There’s an intriguing self-reflexivity to this sprawling, mostly wordless story that calls attention to the discrete visual styles and social conditions of the evolving times through the lens of the director’s own fictions, in which Zhao Tao remains a fixed presence. As Qiaoqiao, we see Zhao as a young model with blunt bangs; a barge-riding drifter in search of her missing love; and a weary, COVID-19–era cashier who passes through luxe commercial centers staffed by robots. She never speaks, giving her character a mime-like quality—a certain scrappiness and contained wisdom—that simultaneously distinguishes her from the masses and melds her with them in their silent unknowability. The film’s two strands work together to create a monument to Jia and Zhao’s body of work, while also revising the tragic visions that have so often defined Jia’s on-screen couples. 

Compared to Patricia Mazuy’s previous feature, the sumptuous serial-killer thriller Saturn Bowling (2022), her latest, Visiting Hours (which screened in the Directors’ Fortnight section), is appealingly low-key—a middlebrow women’s drama about race and class that adds needed depth to a familiar French pop-cinematic template about “unlikely” friendships. (2011’s The Intouchables, this subgenre’s lodestar, is bafflingly the highest-grossing French-language film of all time.) Opening on a stunning, sinuous shot of flowers reflected in the ceiling of a nursery, Visiting Hours tracks the relationship between two women: Mina (Hafsia Herzi), a North African laundry worker and mother of two, and Alma (Isabelle Huppert), a former ballerina living by herself in a magnificent townhome filled with fine art. Both women are married to men currently serving time in a Bordeaux prison. When security prevents Mina from seeing her husband without an appointment (tedious protocol, as Cannes-goers know too well, is another national pastime), she throws an impressively dramatic fit, catching the attention of Alma. In slightly deranged and quintessentially Huppertian fashion, Alma attempts to befriend the younger woman. With the sort of startling efficiency that only rich people can muster, Alma finds Mina a new job and takes her and her two children in, offering free childcare to boot. 

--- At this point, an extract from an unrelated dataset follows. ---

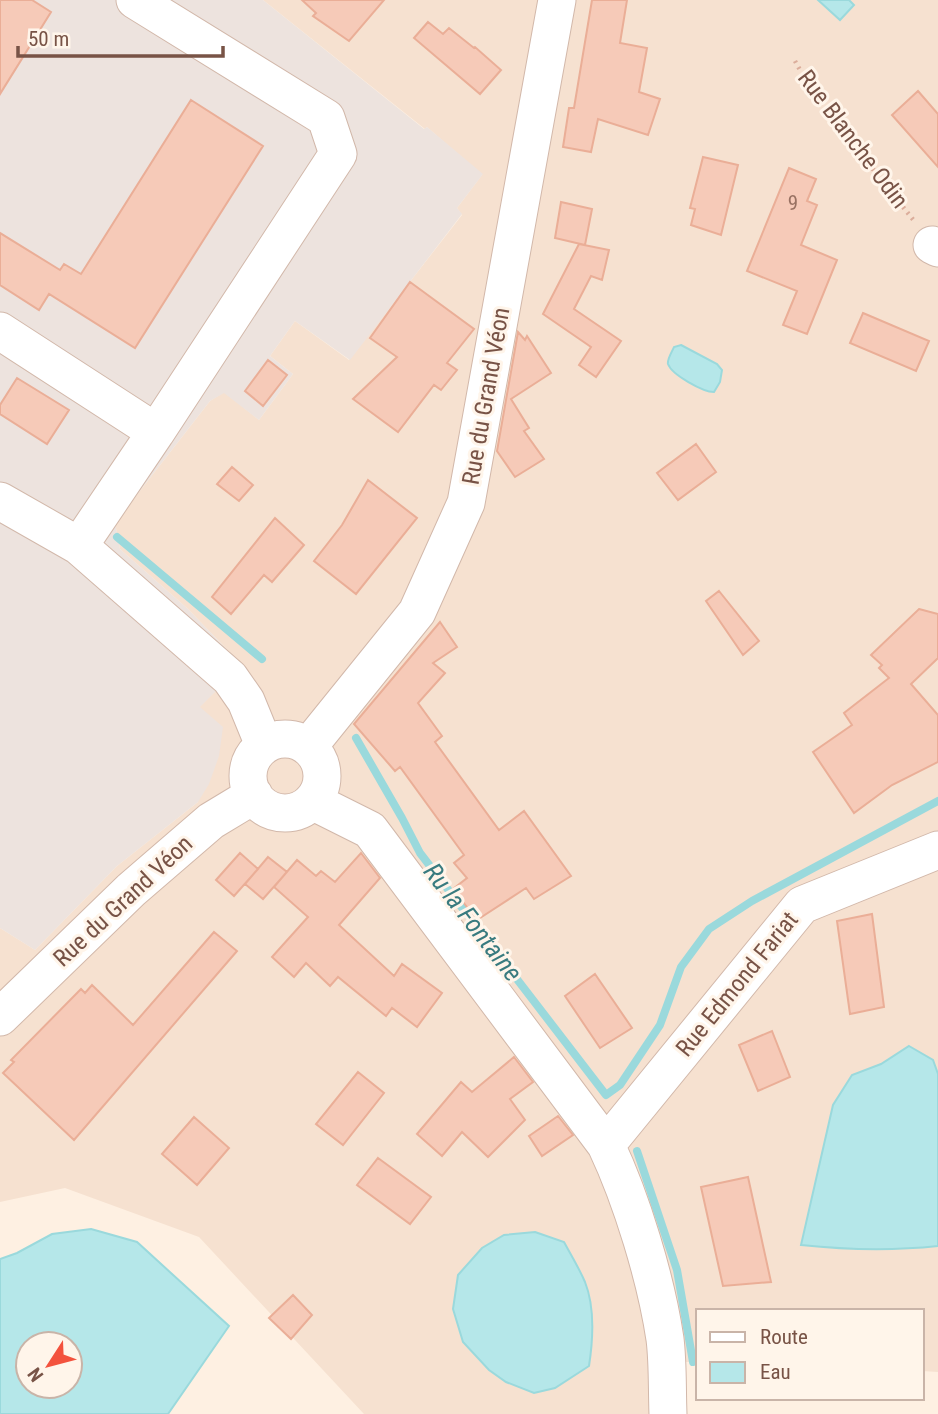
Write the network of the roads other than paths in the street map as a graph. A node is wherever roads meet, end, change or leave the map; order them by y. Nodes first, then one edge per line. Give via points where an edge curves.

Mazuy’s sustained ambivalence toward the motivations and moral complexities of her characters, complemented by two engrossing lead performances, allows Visiting Hours to rise above its potentially patronizing premise: a benevolent white bourgeois woman forming a touching bond with a working-class person of color. Mina is rightfully wary of and annoyed by Alma’s blasé generosity, yet she inches toward a certain warmth and understanding for the older woman. Alma, for her part, is clearly charmed by her new roommates, but because of Huppert’s edge of insolence, her whimsical commitment to Mina’s desperate cause also reads as self-satisfied, careless, and rooted in boredom. Mazuy ultimately forgoes the expected sentimental climax for a falling-out that is banal and pathetic, a kind of tragic surrender to the realities of the two women’s identities. Visiting Hours plumbs the conditions of trust, power, and vulnerability at the heart of this improbable friendship, questioning the dreams that sustain such beloved narrative tropes. 


Beatrice Loayza is a writer and editor who contributes regularly to The New York Times, The Criterion Collection, The Nation, 4Columns, and other publications.